─── Data provided ───
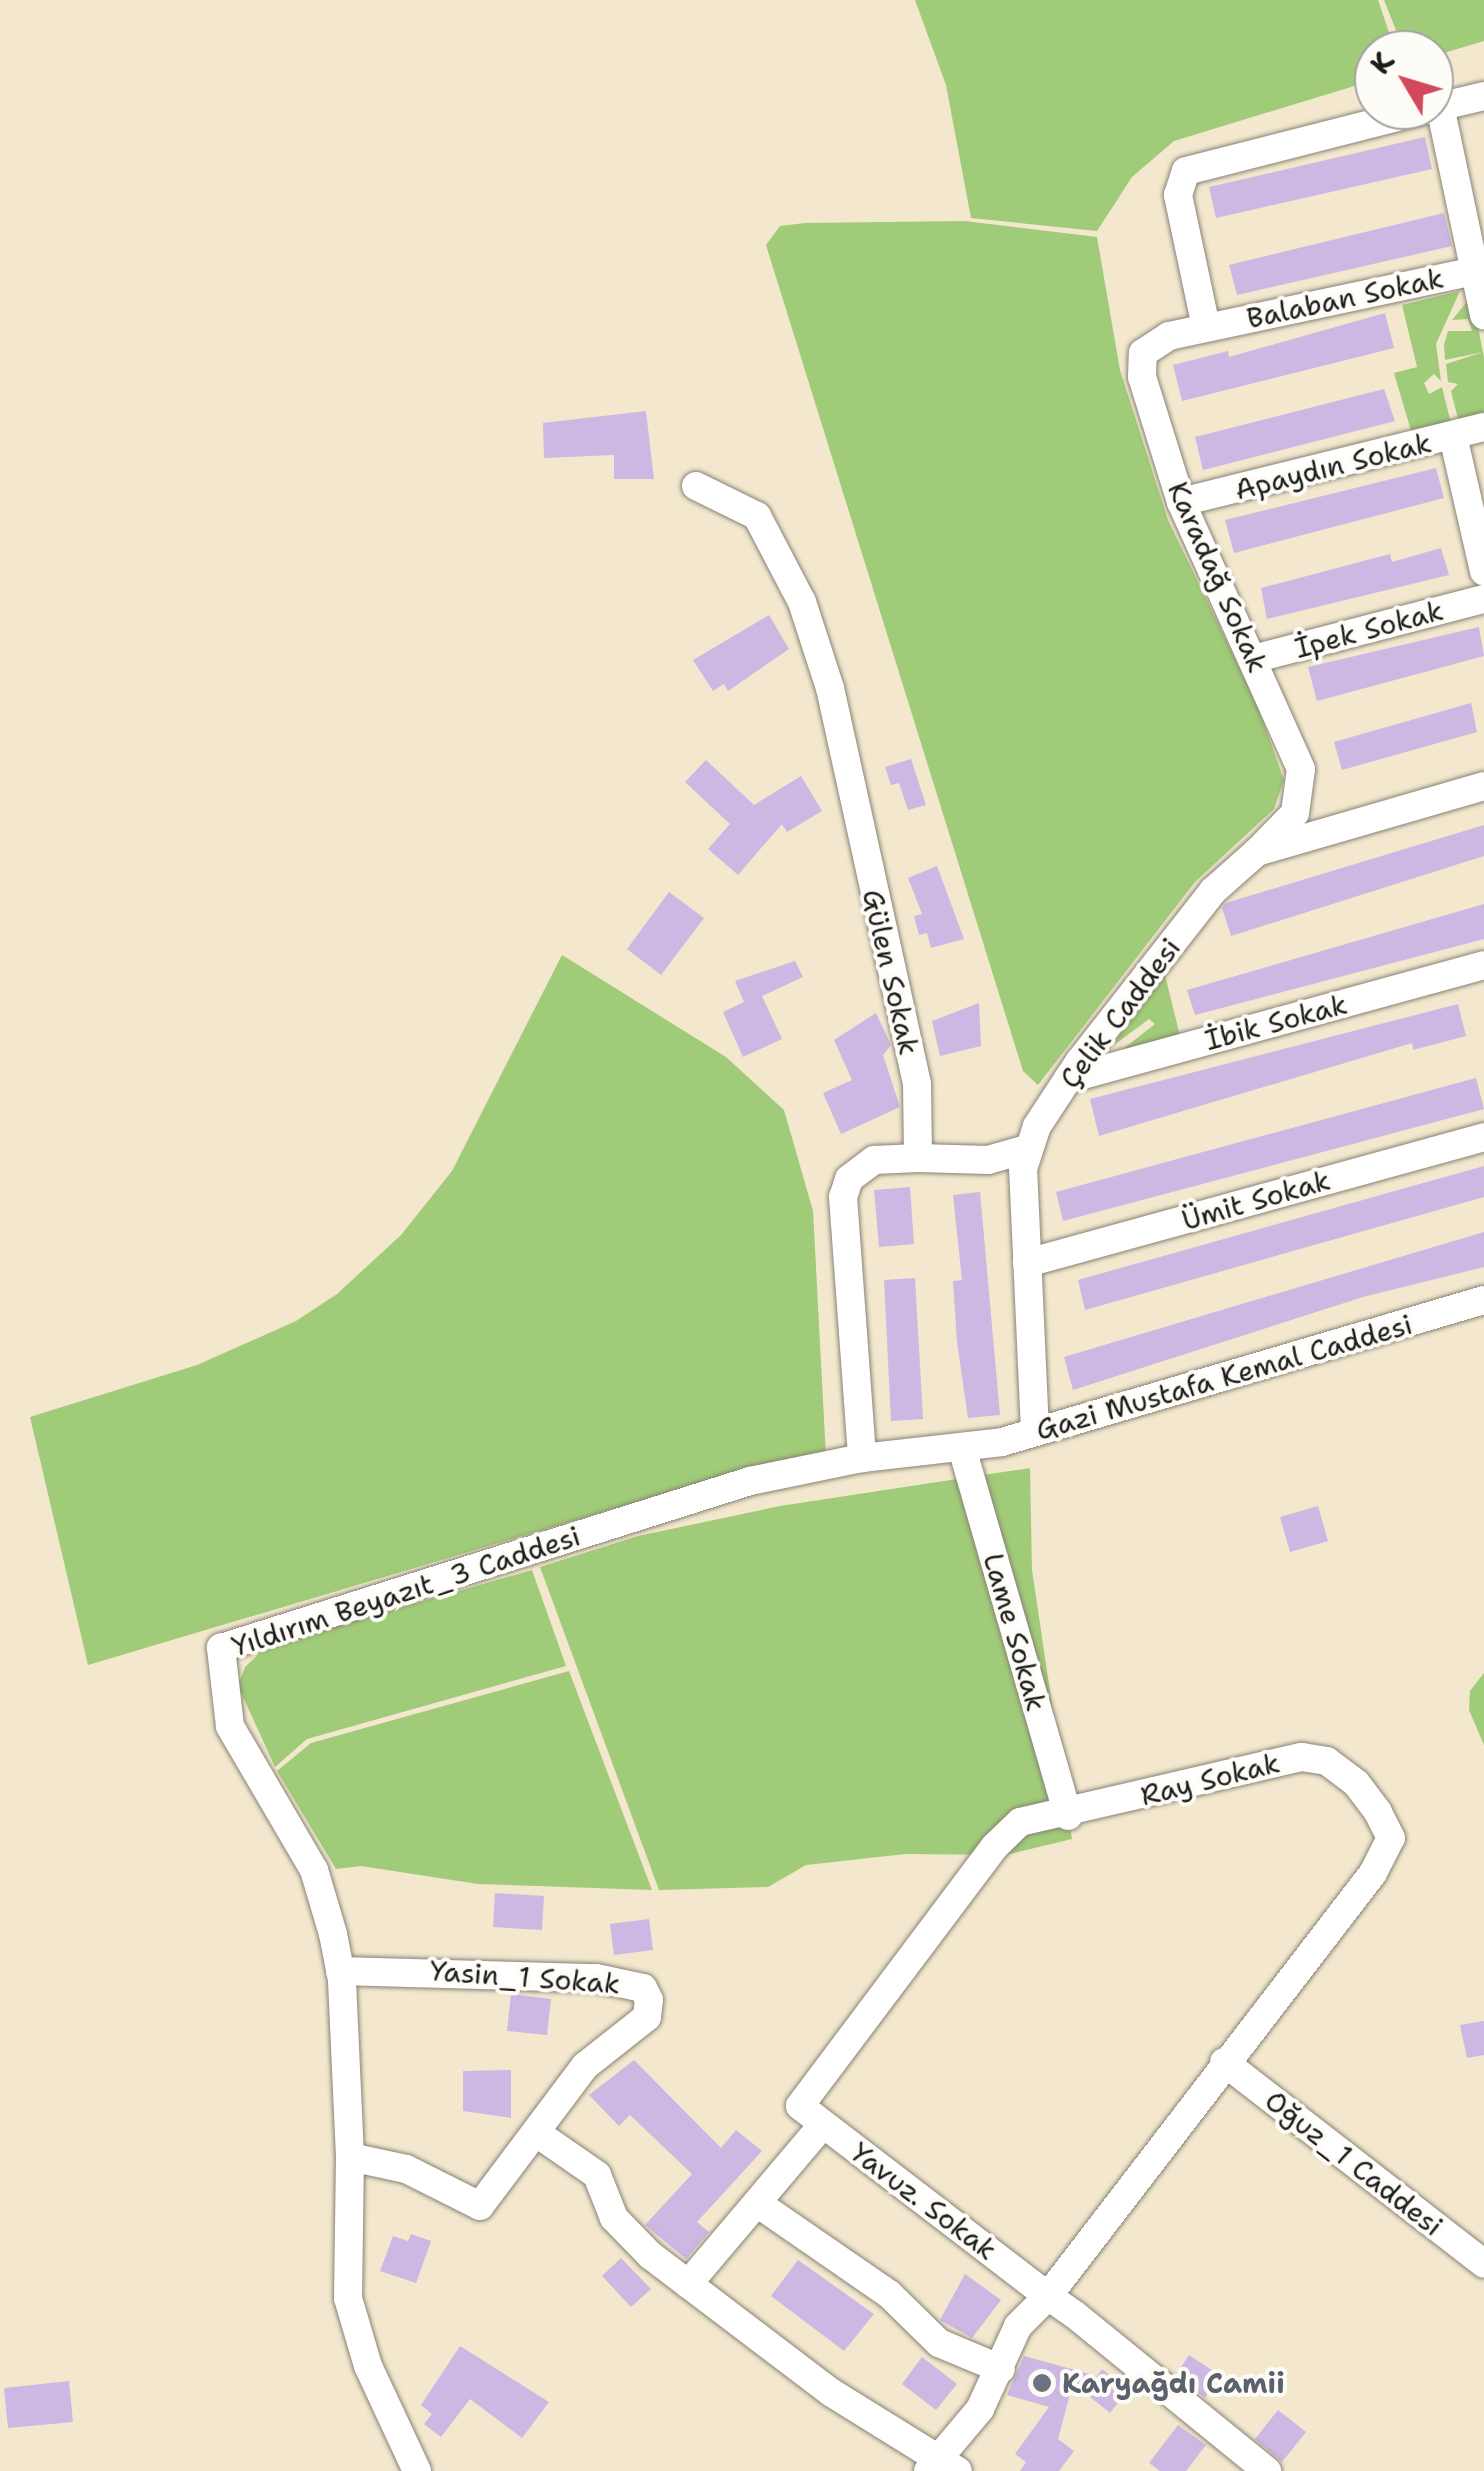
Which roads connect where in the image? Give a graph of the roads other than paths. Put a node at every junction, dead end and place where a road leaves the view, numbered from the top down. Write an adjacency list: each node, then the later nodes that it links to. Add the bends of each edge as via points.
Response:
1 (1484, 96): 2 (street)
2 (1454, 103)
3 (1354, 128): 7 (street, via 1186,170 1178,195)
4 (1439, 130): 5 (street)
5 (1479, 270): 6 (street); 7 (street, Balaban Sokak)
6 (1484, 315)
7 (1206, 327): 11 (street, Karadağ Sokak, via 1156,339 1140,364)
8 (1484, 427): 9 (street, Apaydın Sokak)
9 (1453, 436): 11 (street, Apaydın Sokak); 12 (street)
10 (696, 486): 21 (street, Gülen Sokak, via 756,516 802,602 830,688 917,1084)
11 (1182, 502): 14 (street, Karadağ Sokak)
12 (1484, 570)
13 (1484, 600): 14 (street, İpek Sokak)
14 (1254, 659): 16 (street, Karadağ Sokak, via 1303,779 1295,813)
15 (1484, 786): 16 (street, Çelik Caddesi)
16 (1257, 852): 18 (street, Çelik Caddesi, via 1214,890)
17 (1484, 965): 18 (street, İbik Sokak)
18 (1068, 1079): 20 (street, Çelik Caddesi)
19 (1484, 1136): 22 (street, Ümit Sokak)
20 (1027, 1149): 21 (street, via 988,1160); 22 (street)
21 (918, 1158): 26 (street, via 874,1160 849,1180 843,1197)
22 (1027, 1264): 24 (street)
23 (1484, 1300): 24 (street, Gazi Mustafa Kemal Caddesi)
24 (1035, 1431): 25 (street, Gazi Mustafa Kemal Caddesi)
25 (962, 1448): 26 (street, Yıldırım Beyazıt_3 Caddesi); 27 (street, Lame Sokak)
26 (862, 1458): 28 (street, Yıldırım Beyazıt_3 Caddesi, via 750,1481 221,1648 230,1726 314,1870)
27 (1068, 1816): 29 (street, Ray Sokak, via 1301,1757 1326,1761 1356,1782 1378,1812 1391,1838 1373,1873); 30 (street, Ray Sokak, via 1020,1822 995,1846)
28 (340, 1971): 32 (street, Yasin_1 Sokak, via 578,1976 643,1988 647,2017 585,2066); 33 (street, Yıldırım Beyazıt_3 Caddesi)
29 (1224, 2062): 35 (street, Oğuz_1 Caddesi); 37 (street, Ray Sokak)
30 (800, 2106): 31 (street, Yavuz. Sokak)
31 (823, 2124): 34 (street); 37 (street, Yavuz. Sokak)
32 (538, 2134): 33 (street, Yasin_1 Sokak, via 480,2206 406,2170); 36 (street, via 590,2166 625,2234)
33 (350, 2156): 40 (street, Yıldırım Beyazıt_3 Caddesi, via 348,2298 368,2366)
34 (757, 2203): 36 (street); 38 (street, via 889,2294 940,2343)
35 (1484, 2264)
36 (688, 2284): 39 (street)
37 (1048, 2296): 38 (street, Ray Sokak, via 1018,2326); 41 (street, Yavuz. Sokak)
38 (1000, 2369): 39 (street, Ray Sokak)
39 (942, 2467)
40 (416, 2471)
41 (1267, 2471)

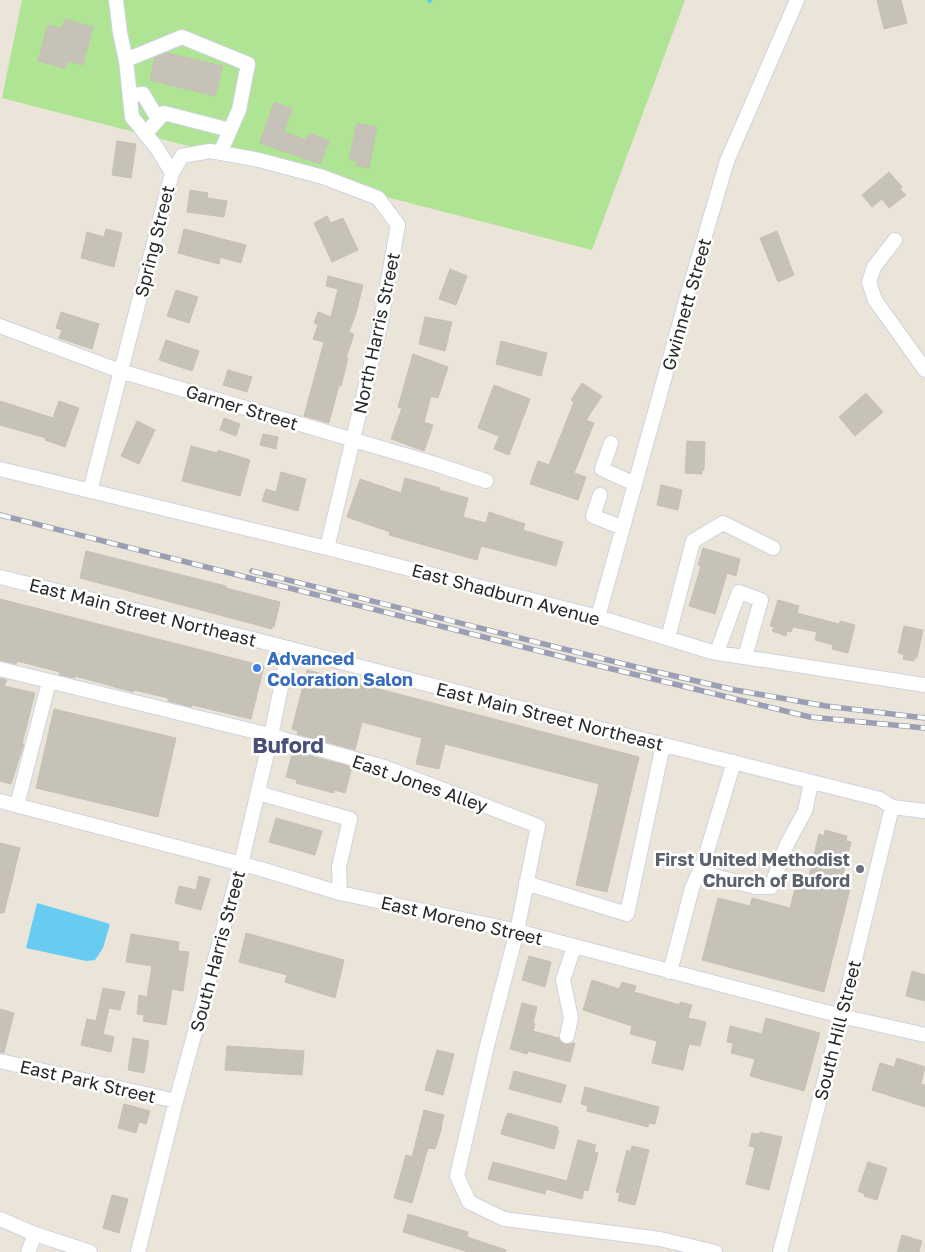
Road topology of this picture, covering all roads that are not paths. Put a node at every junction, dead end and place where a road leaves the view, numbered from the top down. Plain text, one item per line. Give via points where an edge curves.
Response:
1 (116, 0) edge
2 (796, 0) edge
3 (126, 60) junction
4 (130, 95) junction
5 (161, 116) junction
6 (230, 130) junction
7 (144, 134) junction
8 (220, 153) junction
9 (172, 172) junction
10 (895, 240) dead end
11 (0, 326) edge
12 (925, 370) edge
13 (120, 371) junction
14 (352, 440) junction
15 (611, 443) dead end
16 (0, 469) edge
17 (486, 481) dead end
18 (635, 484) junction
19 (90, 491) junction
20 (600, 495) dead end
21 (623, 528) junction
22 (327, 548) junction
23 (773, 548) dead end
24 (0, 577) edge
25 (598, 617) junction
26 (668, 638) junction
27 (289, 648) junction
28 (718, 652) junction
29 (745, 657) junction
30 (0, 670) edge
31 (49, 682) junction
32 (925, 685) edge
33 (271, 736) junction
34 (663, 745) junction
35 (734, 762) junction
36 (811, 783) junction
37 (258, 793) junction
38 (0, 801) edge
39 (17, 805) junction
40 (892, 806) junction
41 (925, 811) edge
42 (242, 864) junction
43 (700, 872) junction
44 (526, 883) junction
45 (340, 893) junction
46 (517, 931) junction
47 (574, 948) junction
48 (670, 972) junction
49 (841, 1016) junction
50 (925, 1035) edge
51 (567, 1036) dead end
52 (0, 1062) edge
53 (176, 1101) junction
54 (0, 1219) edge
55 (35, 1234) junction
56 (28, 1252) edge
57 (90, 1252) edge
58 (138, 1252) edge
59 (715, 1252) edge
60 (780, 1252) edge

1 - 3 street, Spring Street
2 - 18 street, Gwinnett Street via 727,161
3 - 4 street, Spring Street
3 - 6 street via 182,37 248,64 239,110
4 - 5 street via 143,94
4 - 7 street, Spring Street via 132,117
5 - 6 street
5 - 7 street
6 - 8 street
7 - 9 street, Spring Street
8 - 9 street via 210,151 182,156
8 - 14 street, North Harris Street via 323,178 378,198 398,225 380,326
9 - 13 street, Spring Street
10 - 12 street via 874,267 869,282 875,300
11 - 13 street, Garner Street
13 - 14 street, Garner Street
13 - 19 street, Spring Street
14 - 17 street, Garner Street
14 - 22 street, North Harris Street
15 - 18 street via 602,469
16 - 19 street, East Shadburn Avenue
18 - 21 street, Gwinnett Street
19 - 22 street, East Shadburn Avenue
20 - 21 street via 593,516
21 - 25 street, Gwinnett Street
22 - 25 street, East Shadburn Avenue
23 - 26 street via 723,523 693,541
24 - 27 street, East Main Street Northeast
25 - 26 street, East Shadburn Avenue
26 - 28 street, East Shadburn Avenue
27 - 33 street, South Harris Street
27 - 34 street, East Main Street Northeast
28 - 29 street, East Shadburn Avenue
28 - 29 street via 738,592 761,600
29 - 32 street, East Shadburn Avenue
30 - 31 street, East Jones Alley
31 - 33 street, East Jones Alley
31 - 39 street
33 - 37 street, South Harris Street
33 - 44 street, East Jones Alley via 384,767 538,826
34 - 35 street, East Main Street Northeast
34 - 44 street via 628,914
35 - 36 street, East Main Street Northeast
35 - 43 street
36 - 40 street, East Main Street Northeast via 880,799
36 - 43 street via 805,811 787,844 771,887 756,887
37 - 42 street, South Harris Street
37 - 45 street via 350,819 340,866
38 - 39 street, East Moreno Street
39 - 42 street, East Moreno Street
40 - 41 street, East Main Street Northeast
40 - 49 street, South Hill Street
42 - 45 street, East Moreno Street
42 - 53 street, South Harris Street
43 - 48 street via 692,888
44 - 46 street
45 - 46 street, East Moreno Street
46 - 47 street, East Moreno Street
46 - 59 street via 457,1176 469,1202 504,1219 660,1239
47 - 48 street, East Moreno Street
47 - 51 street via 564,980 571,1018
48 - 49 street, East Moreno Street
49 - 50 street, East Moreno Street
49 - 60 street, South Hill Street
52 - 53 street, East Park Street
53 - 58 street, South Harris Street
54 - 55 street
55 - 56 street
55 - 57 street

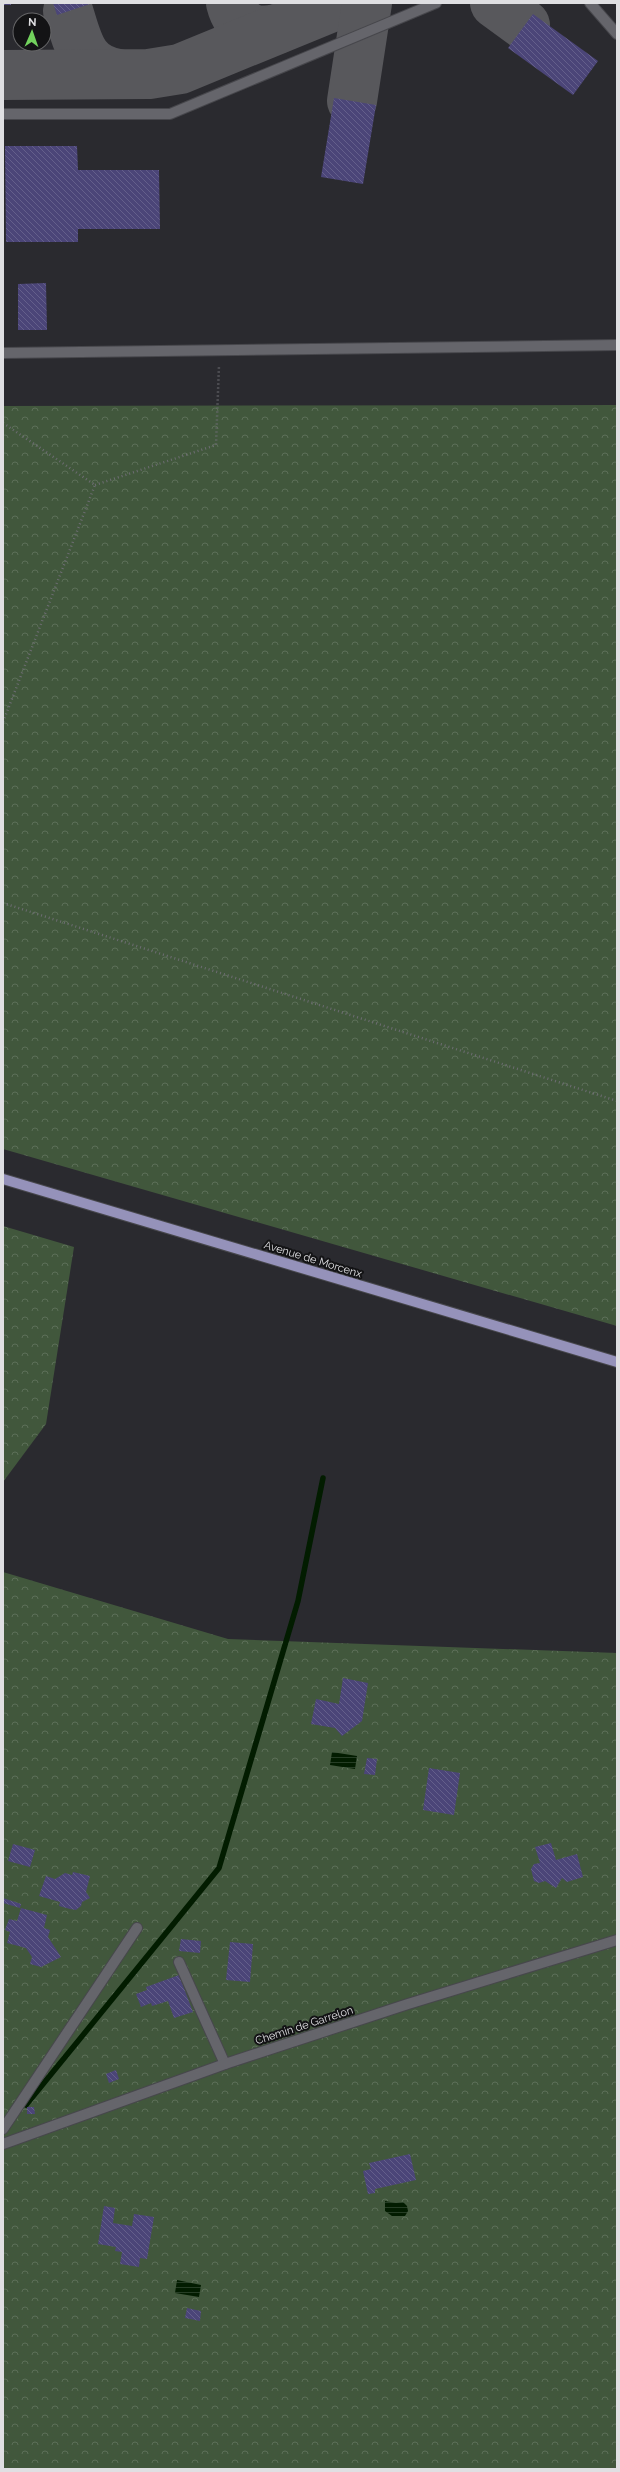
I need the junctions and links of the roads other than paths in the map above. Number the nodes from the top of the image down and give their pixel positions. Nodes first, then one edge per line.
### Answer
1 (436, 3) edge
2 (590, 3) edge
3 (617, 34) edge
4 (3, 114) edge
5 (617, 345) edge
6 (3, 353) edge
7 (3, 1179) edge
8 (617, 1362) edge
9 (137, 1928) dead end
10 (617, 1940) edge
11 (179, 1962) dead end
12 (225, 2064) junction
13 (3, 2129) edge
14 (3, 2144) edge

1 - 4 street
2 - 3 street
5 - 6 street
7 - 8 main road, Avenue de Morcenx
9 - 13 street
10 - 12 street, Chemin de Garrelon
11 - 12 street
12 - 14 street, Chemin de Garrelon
───
Task objective: Filter the entries by the string "dead" and copy each matching line.

Result of this task:
Which roads connect where in the image? Give a graph of the roads other than paths. Put a node at every junction, dead end and place where a road leaves the view, numbered from the top down. Write an adjacency list: each node, then the later nodes that it links to. Add the bends of each edge as via points.
Road topology of this picture, covering all roads that are not paths. Put a node at every junction, dead end and place where a road leaves the view, numbered from the top down. Plain text, one item per line. Give via points where an edge curves.
10 (895, 240) dead end
15 (611, 443) dead end
17 (486, 481) dead end
20 (600, 495) dead end
23 (773, 548) dead end
51 (567, 1036) dead end
9 (137, 1928) dead end
11 (179, 1962) dead end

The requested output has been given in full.